TASK BRIEF.
Whenever the word "Cossonay" turns up in a line of the data below, copy that line.

** Opening TASK DATA block **

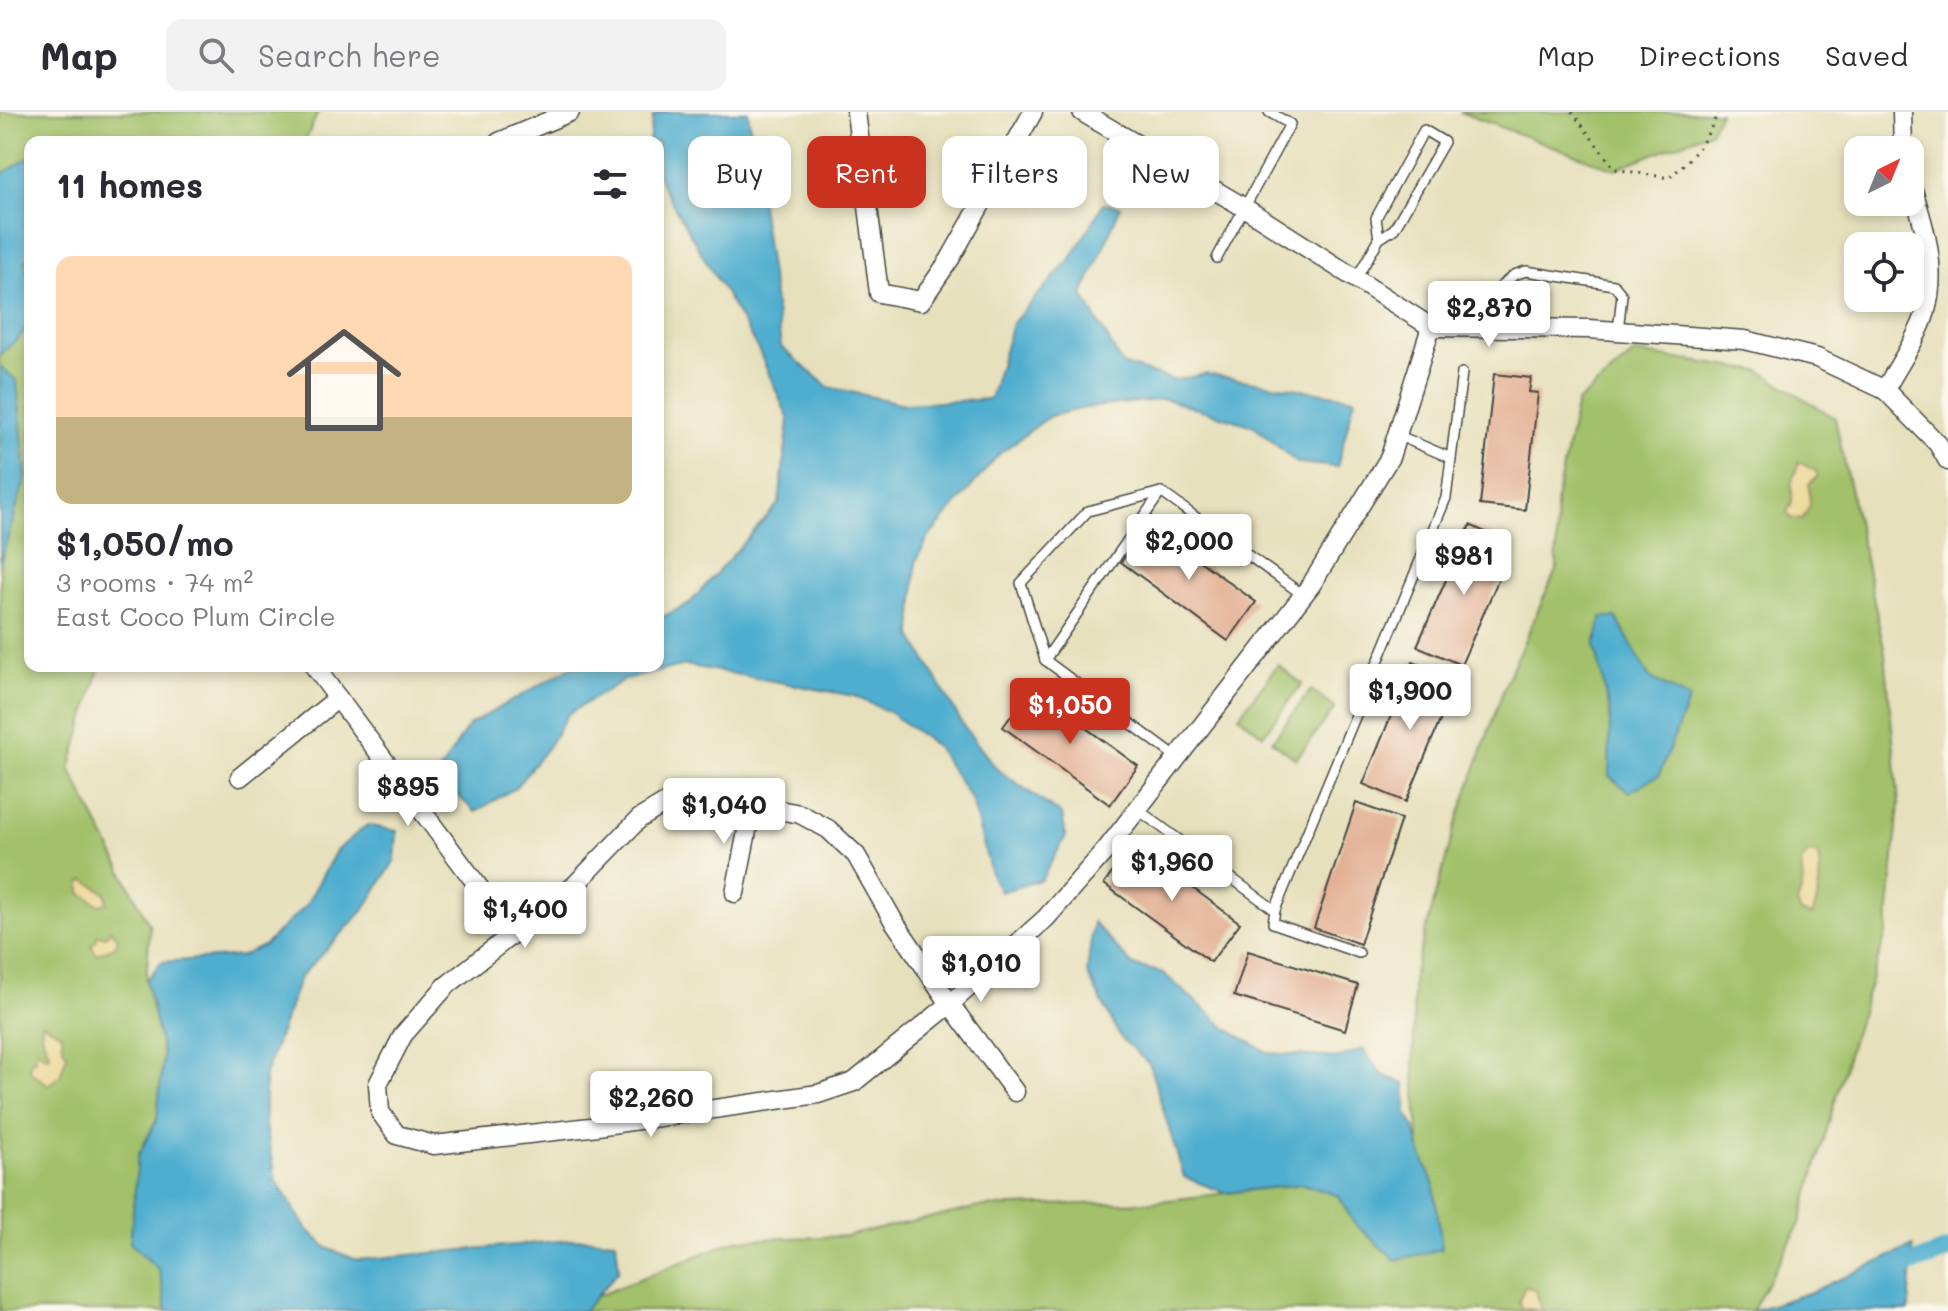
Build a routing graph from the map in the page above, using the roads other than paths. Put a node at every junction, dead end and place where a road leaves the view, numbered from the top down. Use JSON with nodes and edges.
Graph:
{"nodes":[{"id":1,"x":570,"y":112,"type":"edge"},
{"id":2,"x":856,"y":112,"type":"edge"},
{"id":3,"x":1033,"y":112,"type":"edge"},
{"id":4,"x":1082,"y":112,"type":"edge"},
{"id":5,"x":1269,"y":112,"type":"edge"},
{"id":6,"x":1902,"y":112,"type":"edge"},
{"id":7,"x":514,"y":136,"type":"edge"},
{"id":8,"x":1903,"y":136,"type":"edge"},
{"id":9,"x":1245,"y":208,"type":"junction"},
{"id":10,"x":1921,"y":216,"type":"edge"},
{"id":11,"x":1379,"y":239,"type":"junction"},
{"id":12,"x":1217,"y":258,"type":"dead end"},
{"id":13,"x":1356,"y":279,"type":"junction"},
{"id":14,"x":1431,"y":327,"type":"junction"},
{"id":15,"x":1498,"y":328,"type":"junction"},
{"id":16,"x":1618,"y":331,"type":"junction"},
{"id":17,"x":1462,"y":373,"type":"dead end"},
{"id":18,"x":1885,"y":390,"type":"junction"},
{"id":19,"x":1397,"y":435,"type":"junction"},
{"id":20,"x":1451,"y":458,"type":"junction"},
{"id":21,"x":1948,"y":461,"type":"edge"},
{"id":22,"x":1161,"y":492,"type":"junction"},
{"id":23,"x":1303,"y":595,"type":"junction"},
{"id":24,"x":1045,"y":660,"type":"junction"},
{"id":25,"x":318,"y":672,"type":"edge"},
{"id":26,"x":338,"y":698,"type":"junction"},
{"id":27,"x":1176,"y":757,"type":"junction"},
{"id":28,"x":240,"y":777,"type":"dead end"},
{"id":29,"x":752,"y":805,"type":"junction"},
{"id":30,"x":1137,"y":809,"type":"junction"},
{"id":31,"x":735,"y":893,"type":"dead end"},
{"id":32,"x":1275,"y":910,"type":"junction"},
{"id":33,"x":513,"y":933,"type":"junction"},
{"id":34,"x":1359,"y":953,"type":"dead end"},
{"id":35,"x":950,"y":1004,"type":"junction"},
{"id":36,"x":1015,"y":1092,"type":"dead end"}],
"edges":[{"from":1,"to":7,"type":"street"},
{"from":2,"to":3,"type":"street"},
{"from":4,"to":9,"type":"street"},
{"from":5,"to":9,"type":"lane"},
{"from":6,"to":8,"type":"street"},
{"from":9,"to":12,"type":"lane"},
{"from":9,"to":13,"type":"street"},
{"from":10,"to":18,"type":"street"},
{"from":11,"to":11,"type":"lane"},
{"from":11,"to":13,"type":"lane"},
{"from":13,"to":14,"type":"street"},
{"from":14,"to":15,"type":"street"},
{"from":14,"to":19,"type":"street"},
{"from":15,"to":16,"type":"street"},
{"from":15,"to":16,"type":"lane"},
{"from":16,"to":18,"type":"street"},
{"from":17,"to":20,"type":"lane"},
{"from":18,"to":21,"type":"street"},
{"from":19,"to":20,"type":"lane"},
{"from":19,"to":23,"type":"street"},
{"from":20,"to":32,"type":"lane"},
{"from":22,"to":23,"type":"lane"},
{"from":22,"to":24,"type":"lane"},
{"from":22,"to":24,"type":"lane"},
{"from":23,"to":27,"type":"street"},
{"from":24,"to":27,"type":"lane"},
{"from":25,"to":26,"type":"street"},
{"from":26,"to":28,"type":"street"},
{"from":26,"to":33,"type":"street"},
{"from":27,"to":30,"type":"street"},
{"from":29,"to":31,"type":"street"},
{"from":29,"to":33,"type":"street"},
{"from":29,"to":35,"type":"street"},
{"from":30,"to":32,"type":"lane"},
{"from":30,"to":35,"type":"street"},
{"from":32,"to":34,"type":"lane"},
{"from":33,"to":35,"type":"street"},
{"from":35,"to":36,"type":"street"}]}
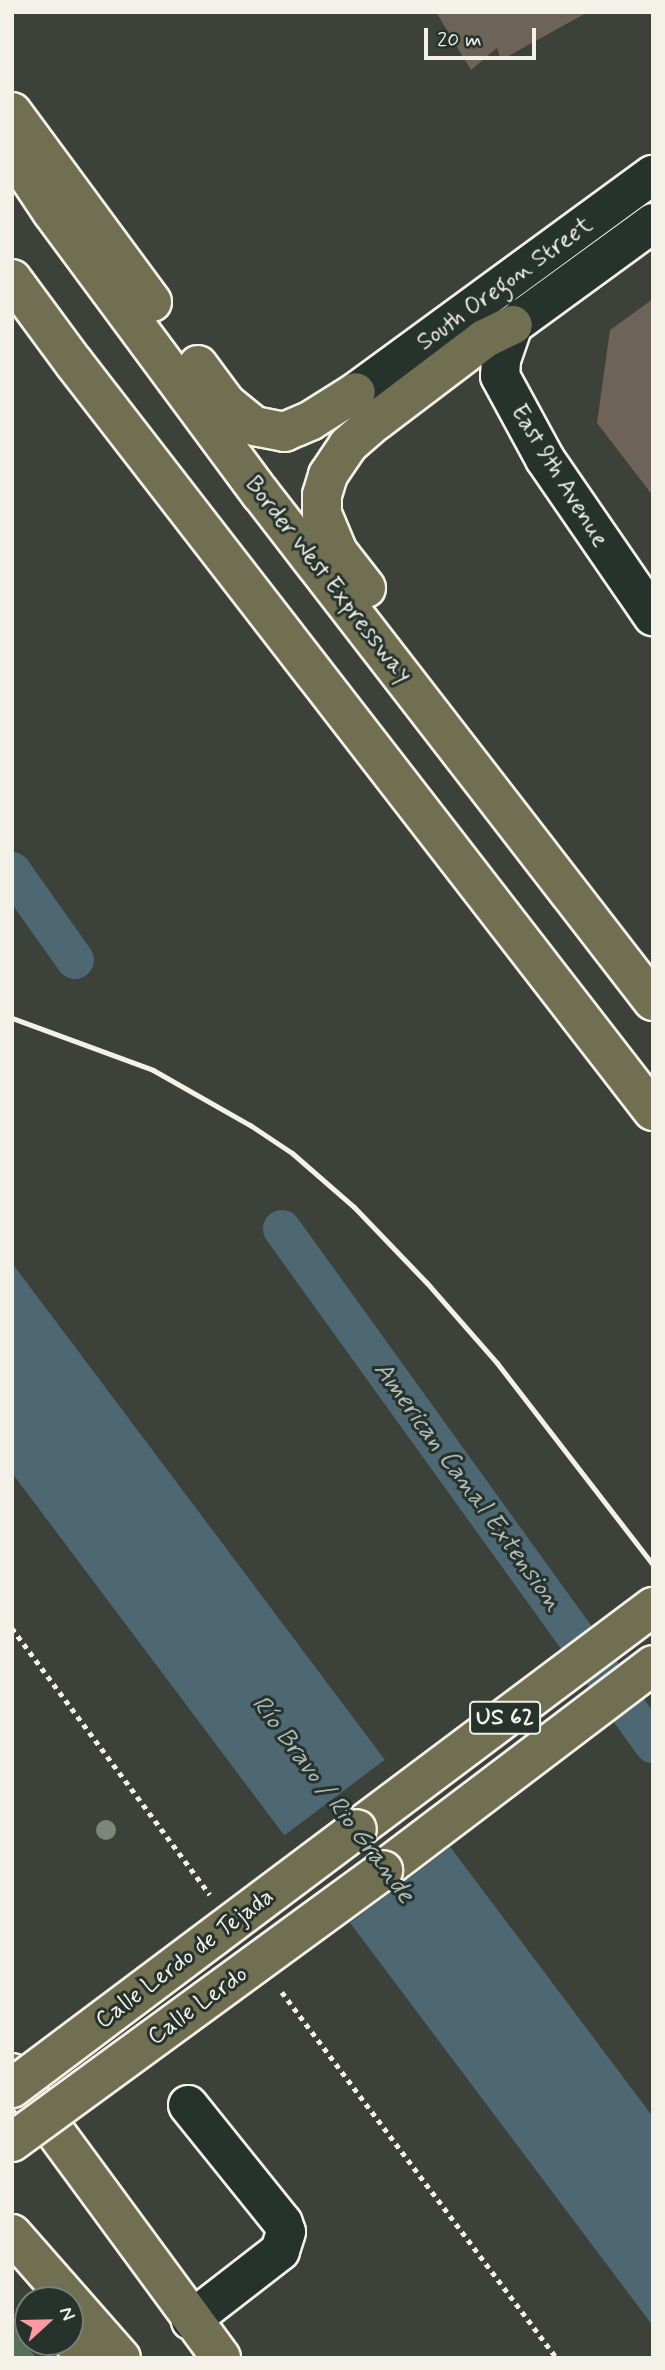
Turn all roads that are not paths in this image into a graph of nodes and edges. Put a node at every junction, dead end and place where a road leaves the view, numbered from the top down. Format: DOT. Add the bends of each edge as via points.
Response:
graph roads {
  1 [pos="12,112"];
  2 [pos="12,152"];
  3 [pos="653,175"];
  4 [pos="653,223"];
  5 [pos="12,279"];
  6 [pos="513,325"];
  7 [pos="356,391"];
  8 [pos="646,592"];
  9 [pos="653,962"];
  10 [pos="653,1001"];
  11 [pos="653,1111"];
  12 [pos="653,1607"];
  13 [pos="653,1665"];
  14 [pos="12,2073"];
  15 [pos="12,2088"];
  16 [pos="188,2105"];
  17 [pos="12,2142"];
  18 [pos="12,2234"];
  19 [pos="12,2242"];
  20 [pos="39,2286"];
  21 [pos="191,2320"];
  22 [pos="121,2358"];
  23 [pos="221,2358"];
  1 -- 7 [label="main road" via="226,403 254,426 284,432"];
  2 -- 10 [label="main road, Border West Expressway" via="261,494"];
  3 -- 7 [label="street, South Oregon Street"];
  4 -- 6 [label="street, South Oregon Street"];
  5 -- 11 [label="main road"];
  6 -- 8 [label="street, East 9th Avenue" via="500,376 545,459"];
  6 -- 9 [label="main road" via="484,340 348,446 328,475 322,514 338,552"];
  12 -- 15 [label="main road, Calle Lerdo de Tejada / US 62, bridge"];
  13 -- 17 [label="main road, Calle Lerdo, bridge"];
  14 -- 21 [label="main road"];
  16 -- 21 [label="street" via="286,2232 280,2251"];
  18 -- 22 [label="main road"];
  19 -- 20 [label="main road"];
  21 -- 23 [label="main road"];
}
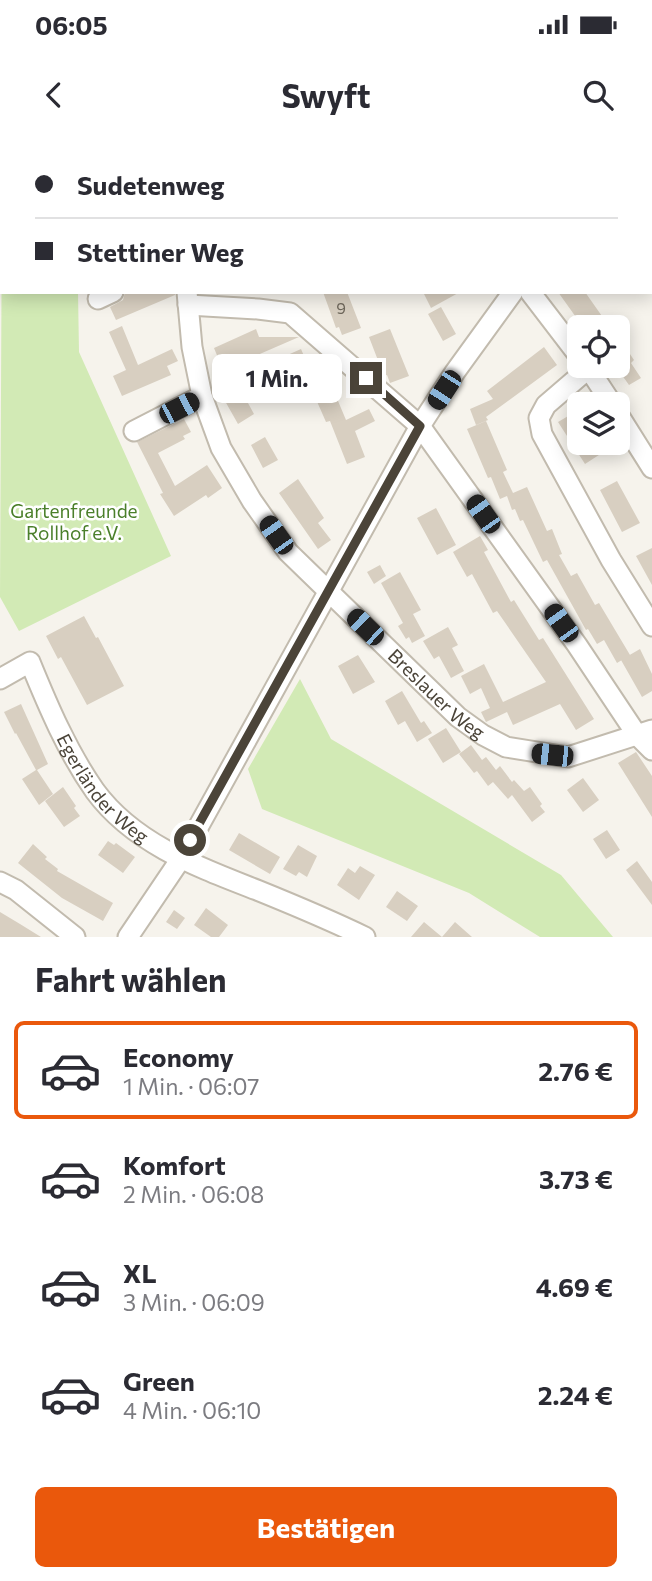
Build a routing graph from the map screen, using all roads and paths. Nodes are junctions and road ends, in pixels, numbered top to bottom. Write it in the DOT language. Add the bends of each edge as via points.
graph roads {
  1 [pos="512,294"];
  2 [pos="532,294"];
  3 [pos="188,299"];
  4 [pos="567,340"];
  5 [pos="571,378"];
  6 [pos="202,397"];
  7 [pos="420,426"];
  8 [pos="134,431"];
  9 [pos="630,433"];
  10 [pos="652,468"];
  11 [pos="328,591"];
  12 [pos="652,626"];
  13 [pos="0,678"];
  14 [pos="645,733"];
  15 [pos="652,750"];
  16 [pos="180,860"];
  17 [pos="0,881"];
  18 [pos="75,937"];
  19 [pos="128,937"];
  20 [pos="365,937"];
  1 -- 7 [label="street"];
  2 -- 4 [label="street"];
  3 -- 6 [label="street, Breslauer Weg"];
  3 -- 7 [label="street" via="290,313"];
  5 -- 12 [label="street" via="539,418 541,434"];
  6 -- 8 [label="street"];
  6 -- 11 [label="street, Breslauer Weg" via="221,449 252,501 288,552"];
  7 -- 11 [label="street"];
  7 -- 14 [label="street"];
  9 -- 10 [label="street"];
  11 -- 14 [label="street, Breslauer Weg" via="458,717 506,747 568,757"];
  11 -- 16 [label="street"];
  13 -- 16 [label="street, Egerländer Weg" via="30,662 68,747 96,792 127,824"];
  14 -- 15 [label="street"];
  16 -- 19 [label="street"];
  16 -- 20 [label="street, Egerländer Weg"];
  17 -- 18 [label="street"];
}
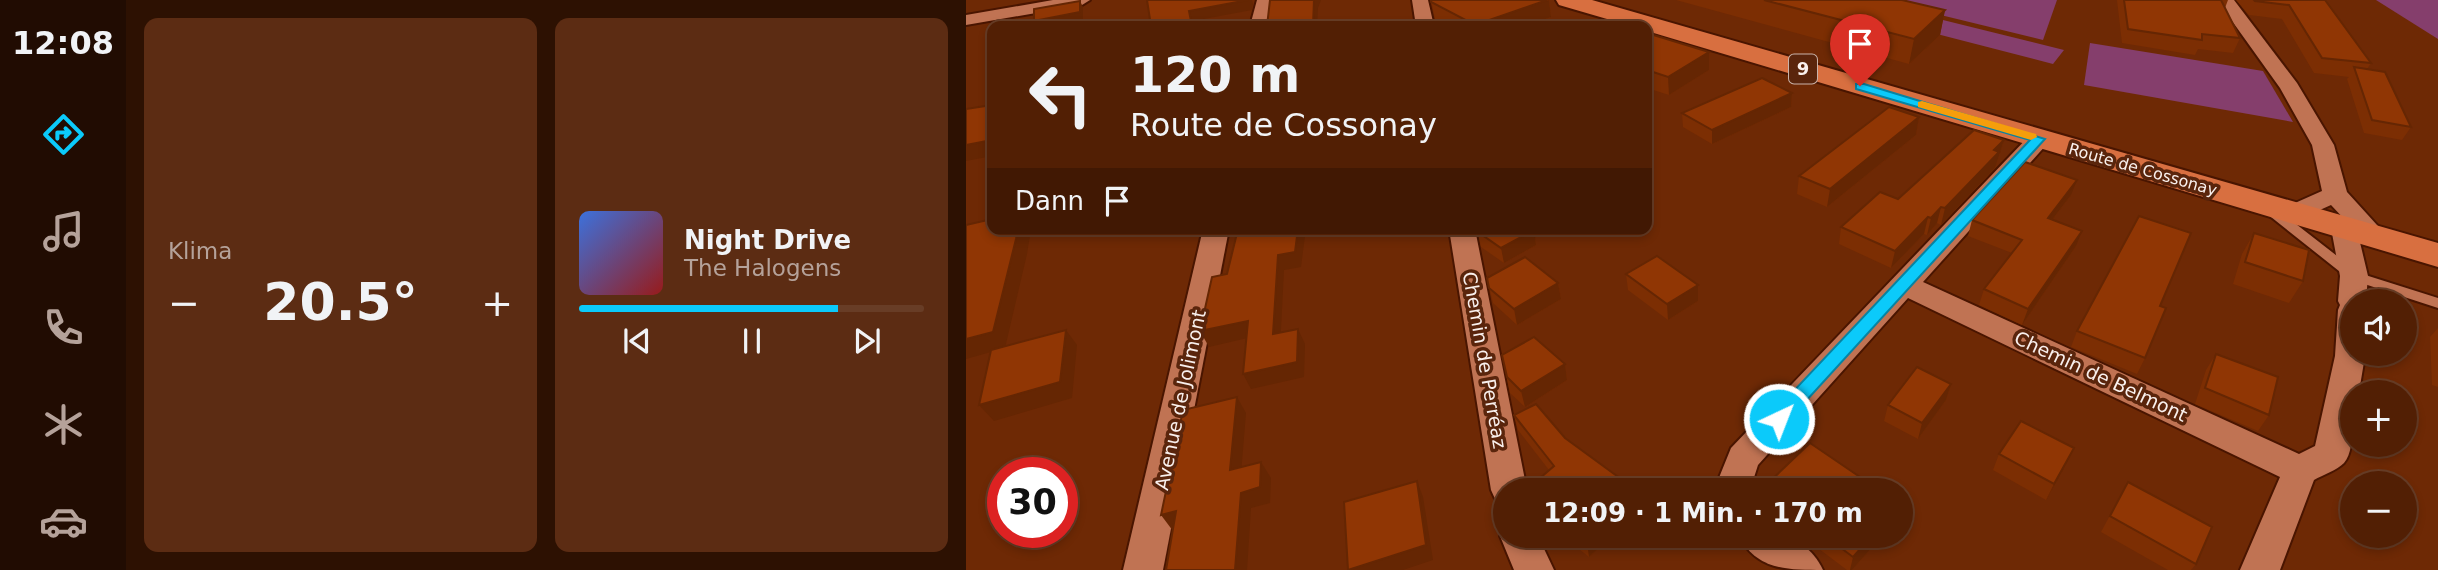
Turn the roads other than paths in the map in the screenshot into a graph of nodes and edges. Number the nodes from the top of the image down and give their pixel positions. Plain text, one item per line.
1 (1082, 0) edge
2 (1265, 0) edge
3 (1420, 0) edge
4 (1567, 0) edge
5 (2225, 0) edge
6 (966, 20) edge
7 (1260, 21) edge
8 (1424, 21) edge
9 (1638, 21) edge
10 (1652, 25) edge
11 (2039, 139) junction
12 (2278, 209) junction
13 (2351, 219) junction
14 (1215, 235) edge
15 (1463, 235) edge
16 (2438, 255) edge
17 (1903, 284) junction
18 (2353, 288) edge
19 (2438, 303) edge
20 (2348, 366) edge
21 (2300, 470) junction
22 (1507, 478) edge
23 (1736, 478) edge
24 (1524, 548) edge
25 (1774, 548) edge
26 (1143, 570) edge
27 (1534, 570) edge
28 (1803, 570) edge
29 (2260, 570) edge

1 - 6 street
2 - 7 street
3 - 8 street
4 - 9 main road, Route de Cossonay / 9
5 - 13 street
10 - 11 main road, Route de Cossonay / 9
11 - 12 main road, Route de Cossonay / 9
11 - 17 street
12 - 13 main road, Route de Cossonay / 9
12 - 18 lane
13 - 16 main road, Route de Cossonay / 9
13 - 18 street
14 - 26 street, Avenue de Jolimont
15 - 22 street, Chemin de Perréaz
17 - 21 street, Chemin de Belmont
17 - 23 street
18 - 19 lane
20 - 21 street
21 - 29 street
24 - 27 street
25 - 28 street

** Closing TASK DATA block **

RESPONSE AREA.
4 - 9 main road, Route de Cossonay / 9
10 - 11 main road, Route de Cossonay / 9
11 - 12 main road, Route de Cossonay / 9
12 - 13 main road, Route de Cossonay / 9
13 - 16 main road, Route de Cossonay / 9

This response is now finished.